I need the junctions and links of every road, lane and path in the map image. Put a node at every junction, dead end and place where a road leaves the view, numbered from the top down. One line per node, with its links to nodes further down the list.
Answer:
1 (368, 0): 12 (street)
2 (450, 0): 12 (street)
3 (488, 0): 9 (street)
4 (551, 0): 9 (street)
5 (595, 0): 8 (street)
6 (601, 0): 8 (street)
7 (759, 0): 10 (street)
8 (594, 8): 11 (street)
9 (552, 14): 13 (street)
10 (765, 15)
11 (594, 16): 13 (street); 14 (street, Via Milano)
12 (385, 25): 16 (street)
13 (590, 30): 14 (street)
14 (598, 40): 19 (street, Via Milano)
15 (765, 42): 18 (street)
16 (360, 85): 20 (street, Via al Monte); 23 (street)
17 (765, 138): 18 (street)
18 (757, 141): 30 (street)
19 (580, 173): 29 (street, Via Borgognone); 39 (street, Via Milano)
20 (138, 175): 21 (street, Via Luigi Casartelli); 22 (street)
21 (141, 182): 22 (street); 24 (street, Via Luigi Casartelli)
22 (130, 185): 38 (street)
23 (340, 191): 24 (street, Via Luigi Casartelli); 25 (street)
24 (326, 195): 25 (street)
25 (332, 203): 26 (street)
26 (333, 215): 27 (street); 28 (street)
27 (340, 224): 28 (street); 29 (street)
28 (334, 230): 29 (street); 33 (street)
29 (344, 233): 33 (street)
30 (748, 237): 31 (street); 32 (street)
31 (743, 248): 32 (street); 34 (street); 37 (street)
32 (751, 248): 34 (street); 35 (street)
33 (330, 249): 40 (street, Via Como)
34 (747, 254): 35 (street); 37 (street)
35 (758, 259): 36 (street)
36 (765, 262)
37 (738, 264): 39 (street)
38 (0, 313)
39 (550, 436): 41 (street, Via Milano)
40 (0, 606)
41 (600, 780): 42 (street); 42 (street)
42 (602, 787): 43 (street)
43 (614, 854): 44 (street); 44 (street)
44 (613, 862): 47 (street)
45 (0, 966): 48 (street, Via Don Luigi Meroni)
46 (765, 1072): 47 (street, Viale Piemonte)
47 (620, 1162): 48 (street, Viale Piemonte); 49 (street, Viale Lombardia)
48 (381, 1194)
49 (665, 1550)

========

▶ _TASK DESCRIPTION_: The whole of the material above should be given again exactly.

▶ _EXERCISE SOLUTION_:
I need the junctions and links of every road, lane and path in the map image. Put a node at every junction, dead end and place where a road leaves the view, numbered from the top down. One line per node, with its links to nodes further down the list.
Answer:
1 (368, 0): 12 (street)
2 (450, 0): 12 (street)
3 (488, 0): 9 (street)
4 (551, 0): 9 (street)
5 (595, 0): 8 (street)
6 (601, 0): 8 (street)
7 (759, 0): 10 (street)
8 (594, 8): 11 (street)
9 (552, 14): 13 (street)
10 (765, 15)
11 (594, 16): 13 (street); 14 (street, Via Milano)
12 (385, 25): 16 (street)
13 (590, 30): 14 (street)
14 (598, 40): 19 (street, Via Milano)
15 (765, 42): 18 (street)
16 (360, 85): 20 (street, Via al Monte); 23 (street)
17 (765, 138): 18 (street)
18 (757, 141): 30 (street)
19 (580, 173): 29 (street, Via Borgognone); 39 (street, Via Milano)
20 (138, 175): 21 (street, Via Luigi Casartelli); 22 (street)
21 (141, 182): 22 (street); 24 (street, Via Luigi Casartelli)
22 (130, 185): 38 (street)
23 (340, 191): 24 (street, Via Luigi Casartelli); 25 (street)
24 (326, 195): 25 (street)
25 (332, 203): 26 (street)
26 (333, 215): 27 (street); 28 (street)
27 (340, 224): 28 (street); 29 (street)
28 (334, 230): 29 (street); 33 (street)
29 (344, 233): 33 (street)
30 (748, 237): 31 (street); 32 (street)
31 (743, 248): 32 (street); 34 (street); 37 (street)
32 (751, 248): 34 (street); 35 (street)
33 (330, 249): 40 (street, Via Como)
34 (747, 254): 35 (street); 37 (street)
35 (758, 259): 36 (street)
36 (765, 262)
37 (738, 264): 39 (street)
38 (0, 313)
39 (550, 436): 41 (street, Via Milano)
40 (0, 606)
41 (600, 780): 42 (street); 42 (street)
42 (602, 787): 43 (street)
43 (614, 854): 44 (street); 44 (street)
44 (613, 862): 47 (street)
45 (0, 966): 48 (street, Via Don Luigi Meroni)
46 (765, 1072): 47 (street, Viale Piemonte)
47 (620, 1162): 48 (street, Viale Piemonte); 49 (street, Viale Lombardia)
48 (381, 1194)
49 (665, 1550)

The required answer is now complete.